Dataset entries
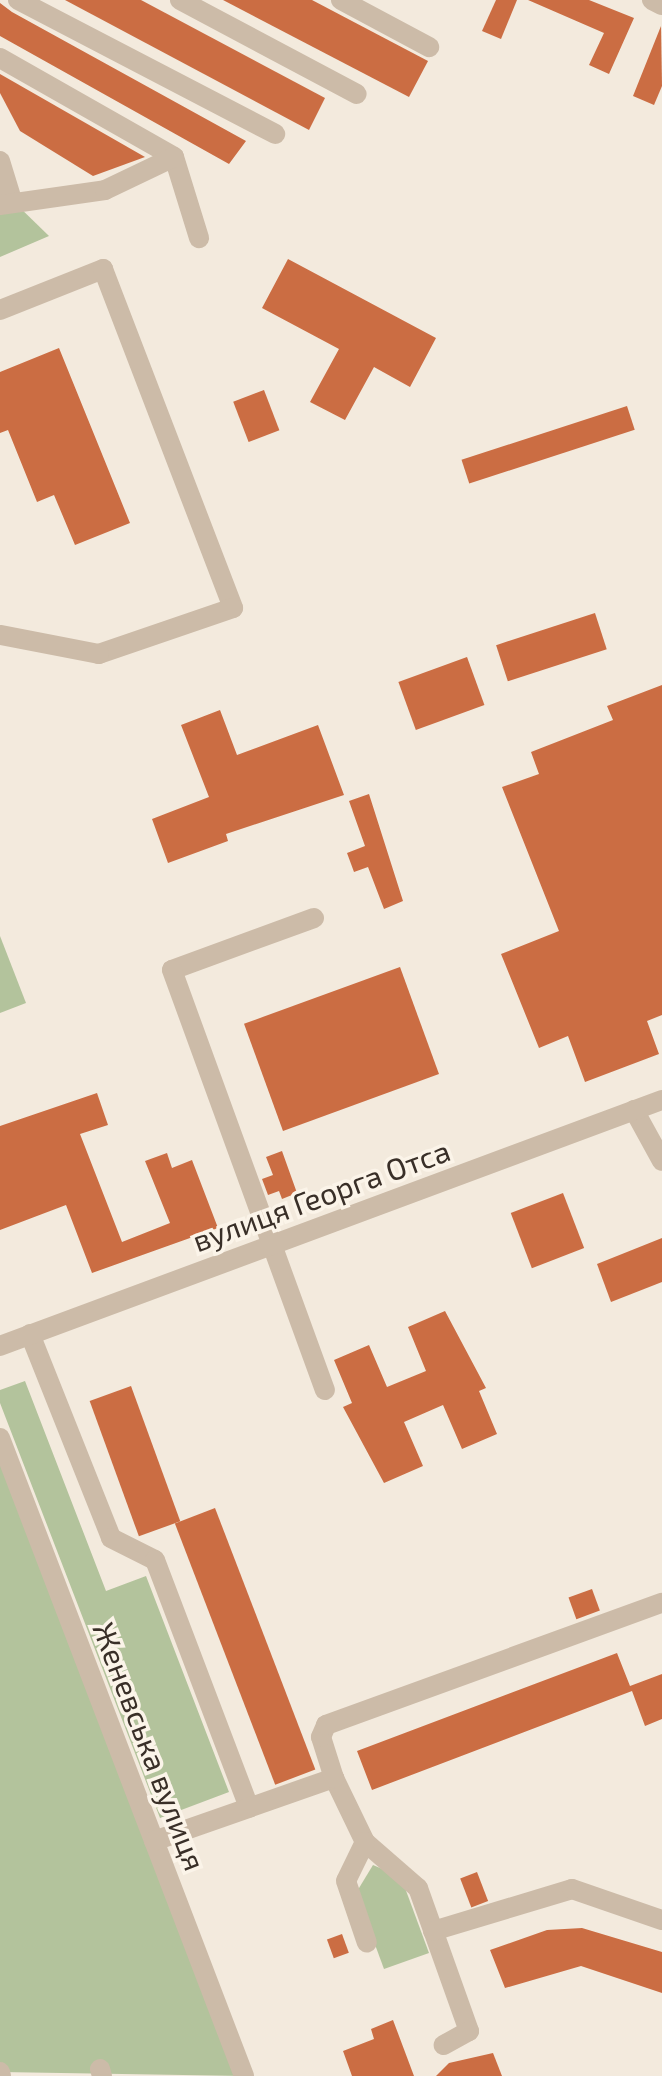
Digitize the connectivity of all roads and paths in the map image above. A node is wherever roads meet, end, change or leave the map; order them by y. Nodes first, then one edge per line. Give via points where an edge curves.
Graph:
1 (18, 0) edge
2 (180, 0) edge
3 (341, 0) edge
4 (652, 0) edge
5 (662, 5) edge
6 (429, 47) dead end
7 (0, 58) edge
8 (357, 94) dead end
9 (275, 134) dead end
10 (174, 157) junction
11 (0, 161) edge
12 (6, 202) edge
13 (199, 238) dead end
14 (0, 310) edge
15 (0, 635) edge
16 (314, 918) dead end
17 (662, 1100) edge
18 (634, 1110) junction
19 (662, 1161) edge
20 (268, 1246) junction
21 (30, 1334) junction
22 (0, 1346) edge
23 (325, 1390) dead end
24 (0, 1438) edge
25 (662, 1603) edge
26 (334, 1778) junction
27 (249, 1808) junction
28 (154, 1841) junction
29 (365, 1842) junction
30 (662, 1920) edge
31 (433, 1931) junction
32 (367, 1943) dead end
33 (444, 2045) dead end
34 (243, 2076) edge

1 - 9 street
2 - 8 street
3 - 6 street
4 - 5 street
7 - 10 street
10 - 12 street via 105,190
10 - 13 street
11 - 12 street
14 - 15 street via 103,269 233,608 99,654
16 - 20 street via 172,970
17 - 18 street, вулиця Георга Отса
18 - 19 street
18 - 20 street, вулиця Георга Отса
20 - 21 street, вулиця Георга Отса
20 - 23 street
21 - 22 street, вулиця Георга Отса
21 - 27 street via 111,1538 155,1560
24 - 28 street, Женевська вулиця
25 - 26 street via 326,1725 321,1737
26 - 27 street
26 - 29 street
27 - 28 street
28 - 34 street, Женевська вулиця
29 - 31 street via 406,1871
29 - 32 street via 346,1881
30 - 31 street via 572,1889
31 - 33 street via 469,2031

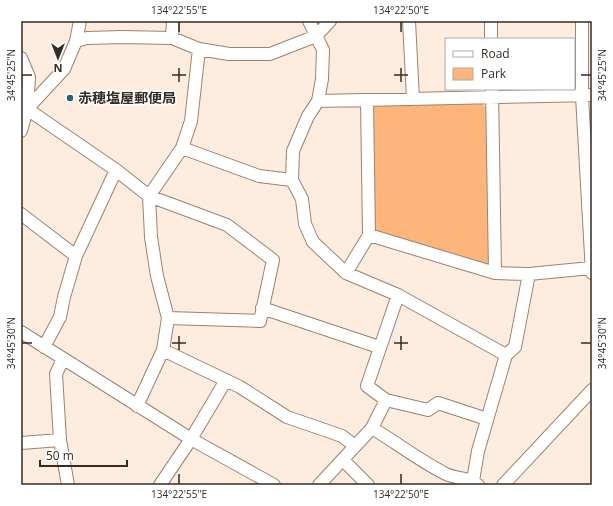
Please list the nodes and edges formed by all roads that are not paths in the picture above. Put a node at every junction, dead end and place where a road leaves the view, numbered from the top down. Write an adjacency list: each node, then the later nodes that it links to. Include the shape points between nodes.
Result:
1 (80, 21): 11 (street)
2 (173, 21): 9 (street)
3 (308, 21): 8 (street)
4 (330, 21): 8 (street)
5 (409, 21): 16 (street)
6 (491, 21): 10 (street)
7 (582, 21): 15 (street)
8 (316, 36): 12 (street, via 270,54 229,54); 18 (street, via 323,50)
9 (172, 38): 11 (street, via 86,38); 12 (street)
10 (491, 38)
11 (76, 41): 19 (street, via 64,69)
12 (199, 49): 21 (street, via 191,121)
13 (21, 58): 19 (street, via 30,77)
14 (492, 93): 15 (street); 16 (street); 30 (street)
15 (587, 96): 28 (street)
16 (413, 99): 17 (street)
17 (367, 100): 18 (street); 26 (street)
18 (318, 101): 23 (street, via 308,116 293,151)
19 (27, 109): 20 (street); 22 (street)
20 (21, 131)
21 (182, 148): 23 (street, via 259,176); 24 (street)
22 (116, 170): 24 (street); 27 (street)
23 (292, 180): 29 (street, via 302,199 305,224 313,242)
24 (149, 196): 33 (street, via 227,225 273,260); 34 (street, via 151,237 157,276)
25 (21, 214): 27 (street)
26 (369, 235): 29 (street); 30 (street)
27 (76, 256): 36 (street, via 60,317)
28 (591, 270): 31 (street)
29 (346, 272): 32 (street)
30 (495, 274): 31 (street)
31 (529, 274): 39 (street, via 515,347)
32 (398, 295): 37 (street); 39 (street)
33 (262, 308): 34 (street, via 260,321); 37 (street)
34 (168, 318): 38 (street)
35 (21, 332): 36 (street)
36 (44, 347): 40 (street)
37 (379, 347): 43 (street, via 366,386)
38 (163, 350): 41 (street); 44 (street)
39 (506, 355): 45 (street)
40 (63, 359): 44 (street); 48 (street, via 56,374)
41 (226, 380): 47 (street); 50 (street, via 287,417 342,436)
42 (592, 390): 58 (street)
43 (386, 400): 45 (street, via 428,410 438,403); 46 (street)
44 (137, 406): 47 (street)
45 (487, 419): 52 (street, via 478,451)
46 (372, 428): 50 (street); 52 (street, via 425,463 449,475)
47 (191, 439): 54 (street); 55 (street)
48 (60, 440): 49 (street); 53 (street)
49 (21, 443)
50 (355, 446): 51 (street)
51 (343, 460): 56 (street); 57 (street)
52 (476, 483)
53 (68, 485)
54 (160, 485)
55 (274, 485)
56 (319, 485)
57 (368, 485)
58 (503, 485)

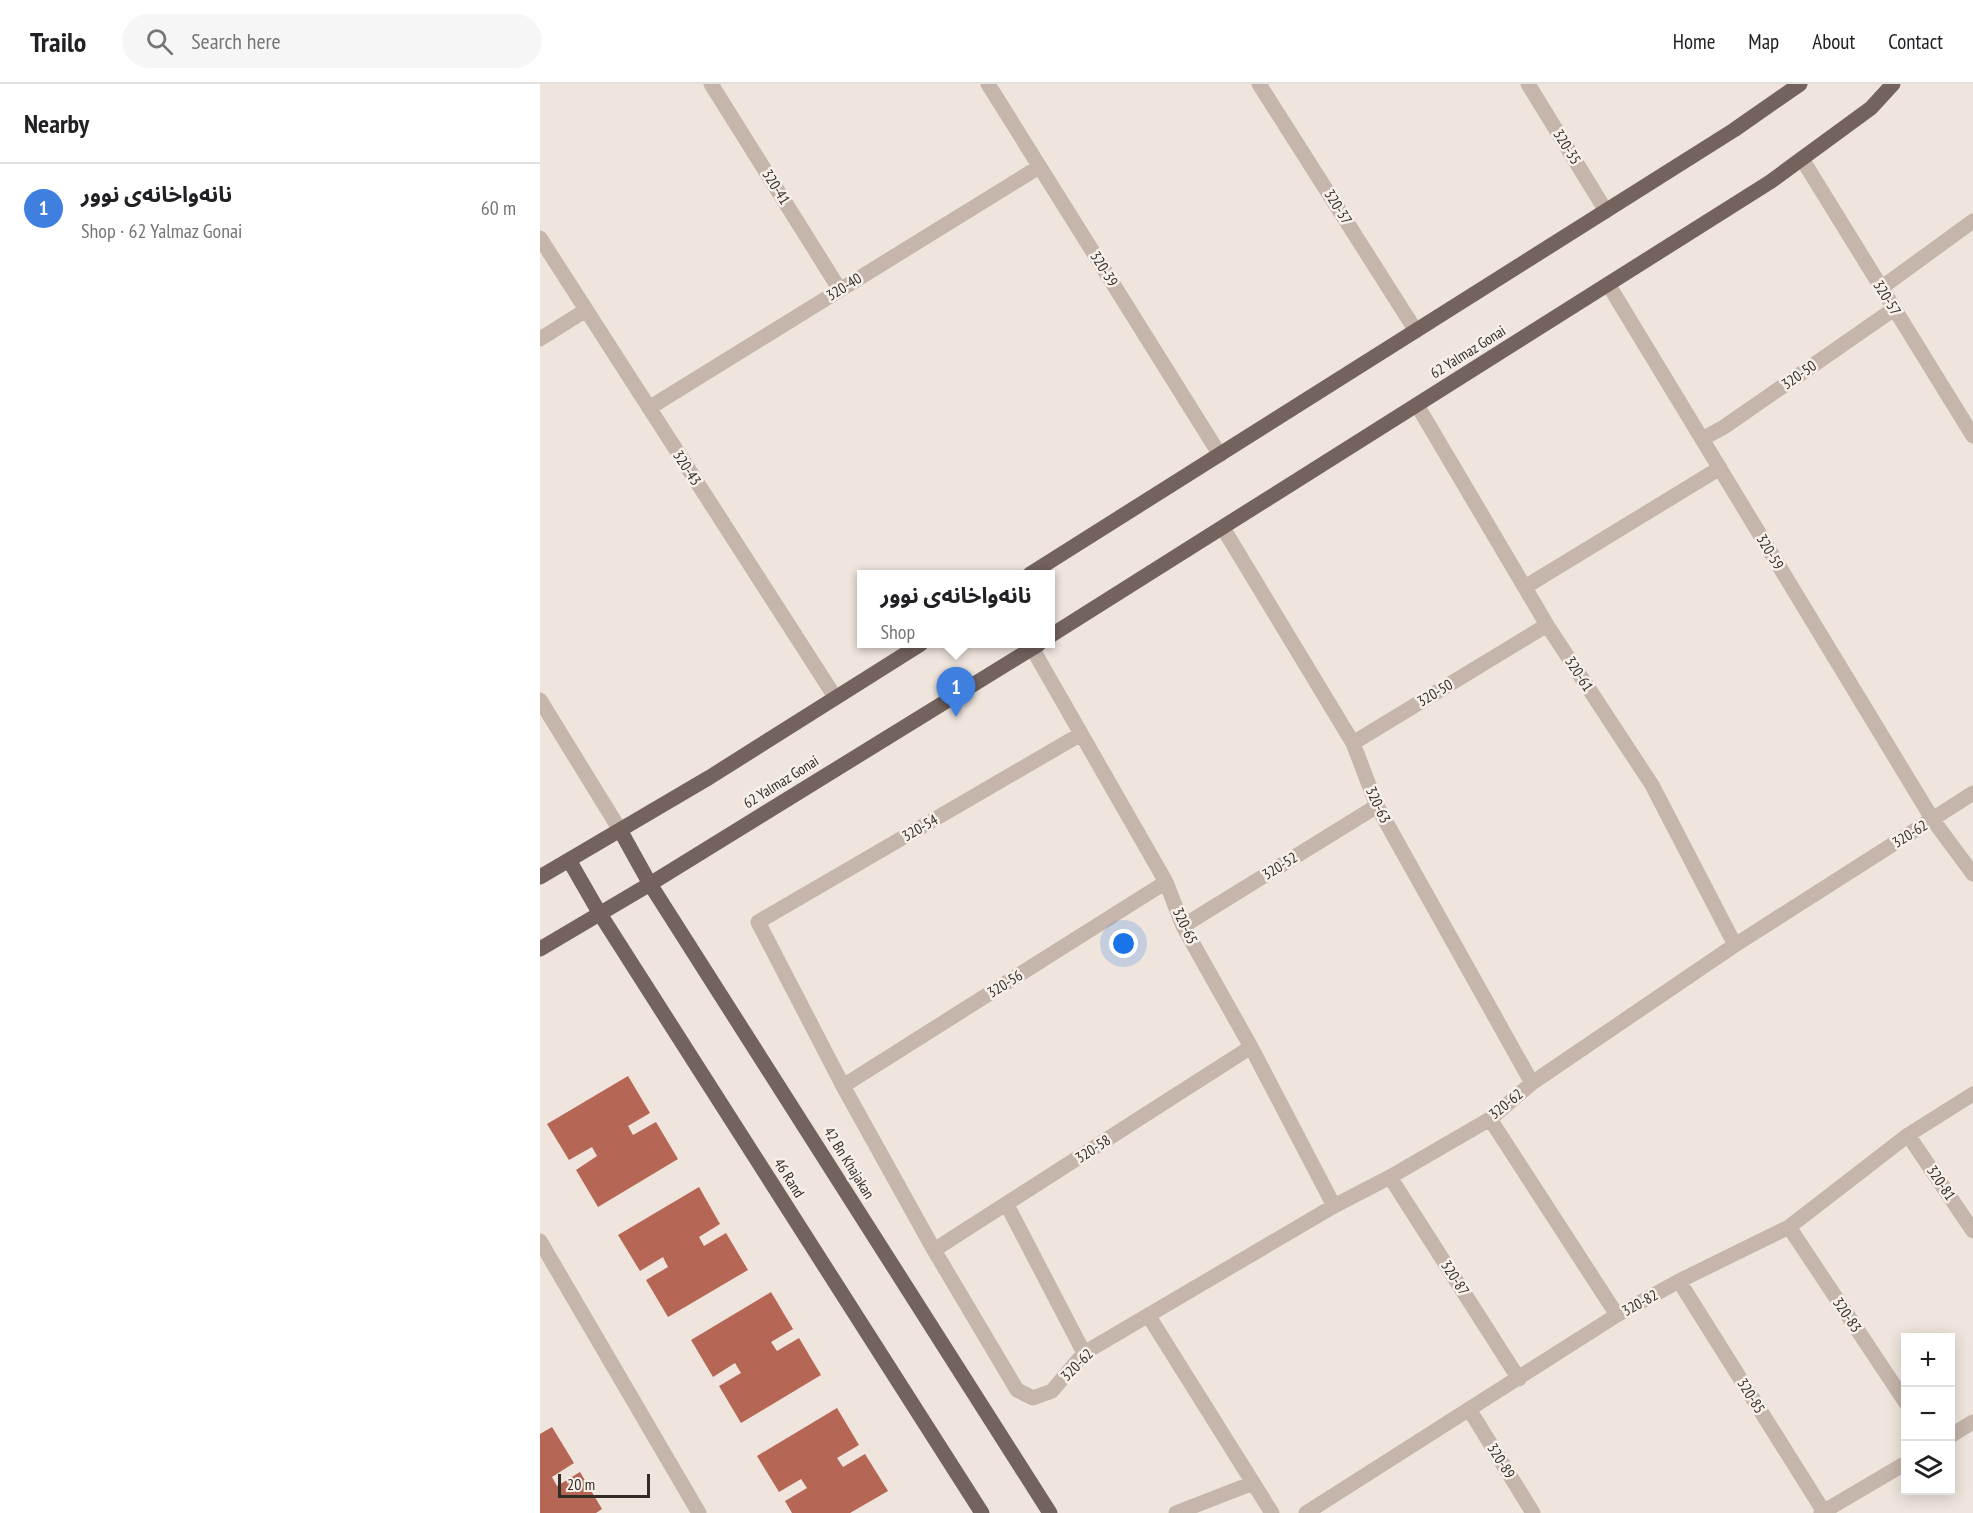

◆ **What to produce**
For the word "node", find every line in the data that holds it and copy that line.

◆ **Response below**
Digitize the connectivity of all roads and paths in the map image above. A node is wherever roads meet, end, change or leave the map; order them by y. Nodes first, then one edge per line. Give via points where an edge curves.
Please list the nodes and edges formed by all roads that are not paths in the picture above. Put a node at every junction, dead end and place where a road leaves the view, numbered from the top down. Write an adjacency list: each node, then the later nodes that it links to. Include the shape points between nodes.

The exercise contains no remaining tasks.